List each line of the data that holds the string "dead".

-------------------------

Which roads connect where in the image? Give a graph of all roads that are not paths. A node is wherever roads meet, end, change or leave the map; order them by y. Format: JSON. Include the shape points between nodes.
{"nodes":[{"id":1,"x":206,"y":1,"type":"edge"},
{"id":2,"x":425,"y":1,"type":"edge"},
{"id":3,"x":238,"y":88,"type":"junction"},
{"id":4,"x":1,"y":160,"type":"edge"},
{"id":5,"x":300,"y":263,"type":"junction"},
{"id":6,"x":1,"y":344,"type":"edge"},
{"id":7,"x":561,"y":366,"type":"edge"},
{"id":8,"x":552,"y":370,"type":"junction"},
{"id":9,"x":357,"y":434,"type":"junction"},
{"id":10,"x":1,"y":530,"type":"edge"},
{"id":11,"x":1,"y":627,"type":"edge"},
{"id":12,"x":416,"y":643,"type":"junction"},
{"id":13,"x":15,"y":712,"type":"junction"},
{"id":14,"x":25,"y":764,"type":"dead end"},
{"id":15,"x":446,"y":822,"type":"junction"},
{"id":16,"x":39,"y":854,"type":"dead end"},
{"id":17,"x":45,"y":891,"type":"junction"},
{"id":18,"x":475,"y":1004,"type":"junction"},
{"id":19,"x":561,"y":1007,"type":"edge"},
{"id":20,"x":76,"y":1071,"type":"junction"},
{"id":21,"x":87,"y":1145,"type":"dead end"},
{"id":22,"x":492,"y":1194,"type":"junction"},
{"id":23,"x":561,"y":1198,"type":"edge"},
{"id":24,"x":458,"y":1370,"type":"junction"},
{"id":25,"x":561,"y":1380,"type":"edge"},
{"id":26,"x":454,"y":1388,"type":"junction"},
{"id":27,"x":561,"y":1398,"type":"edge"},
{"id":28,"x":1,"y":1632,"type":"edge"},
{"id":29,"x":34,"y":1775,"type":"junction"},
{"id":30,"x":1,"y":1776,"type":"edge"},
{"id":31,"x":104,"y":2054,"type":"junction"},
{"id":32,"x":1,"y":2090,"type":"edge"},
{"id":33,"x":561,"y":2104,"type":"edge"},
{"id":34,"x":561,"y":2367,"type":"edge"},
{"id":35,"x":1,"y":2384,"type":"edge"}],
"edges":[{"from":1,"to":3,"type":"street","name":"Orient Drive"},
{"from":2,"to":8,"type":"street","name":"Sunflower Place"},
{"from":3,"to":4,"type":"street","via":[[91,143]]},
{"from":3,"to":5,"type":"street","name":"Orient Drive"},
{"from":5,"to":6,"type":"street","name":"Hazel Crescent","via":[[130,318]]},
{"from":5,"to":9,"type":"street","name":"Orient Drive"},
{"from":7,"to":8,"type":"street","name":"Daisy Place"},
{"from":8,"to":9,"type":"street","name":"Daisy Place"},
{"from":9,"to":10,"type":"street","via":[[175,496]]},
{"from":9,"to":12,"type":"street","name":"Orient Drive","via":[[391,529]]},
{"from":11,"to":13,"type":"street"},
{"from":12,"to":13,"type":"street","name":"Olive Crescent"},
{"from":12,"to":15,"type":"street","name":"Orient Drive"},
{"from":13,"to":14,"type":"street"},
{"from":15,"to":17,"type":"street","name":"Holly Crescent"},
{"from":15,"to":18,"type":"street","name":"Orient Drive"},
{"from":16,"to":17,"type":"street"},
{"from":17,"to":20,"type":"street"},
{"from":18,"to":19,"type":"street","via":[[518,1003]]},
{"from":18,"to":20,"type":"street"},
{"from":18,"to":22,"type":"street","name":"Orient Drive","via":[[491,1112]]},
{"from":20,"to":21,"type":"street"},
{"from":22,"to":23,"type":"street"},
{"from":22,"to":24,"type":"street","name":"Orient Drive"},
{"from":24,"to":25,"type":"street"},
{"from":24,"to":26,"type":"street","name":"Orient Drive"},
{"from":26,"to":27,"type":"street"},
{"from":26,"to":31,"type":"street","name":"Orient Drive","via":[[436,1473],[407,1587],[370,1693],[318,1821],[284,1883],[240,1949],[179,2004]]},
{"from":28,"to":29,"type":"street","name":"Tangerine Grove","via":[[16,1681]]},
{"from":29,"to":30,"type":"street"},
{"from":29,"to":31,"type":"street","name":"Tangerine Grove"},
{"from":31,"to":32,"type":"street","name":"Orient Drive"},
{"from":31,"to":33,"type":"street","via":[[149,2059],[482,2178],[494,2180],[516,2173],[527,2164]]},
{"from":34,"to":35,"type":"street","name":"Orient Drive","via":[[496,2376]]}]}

-------------------------

▸ **RESPONSE TO THE EXERCISE**:
{"id":14,"x":25,"y":764,"type":"dead end"},
{"id":16,"x":39,"y":854,"type":"dead end"},
{"id":21,"x":87,"y":1145,"type":"dead end"},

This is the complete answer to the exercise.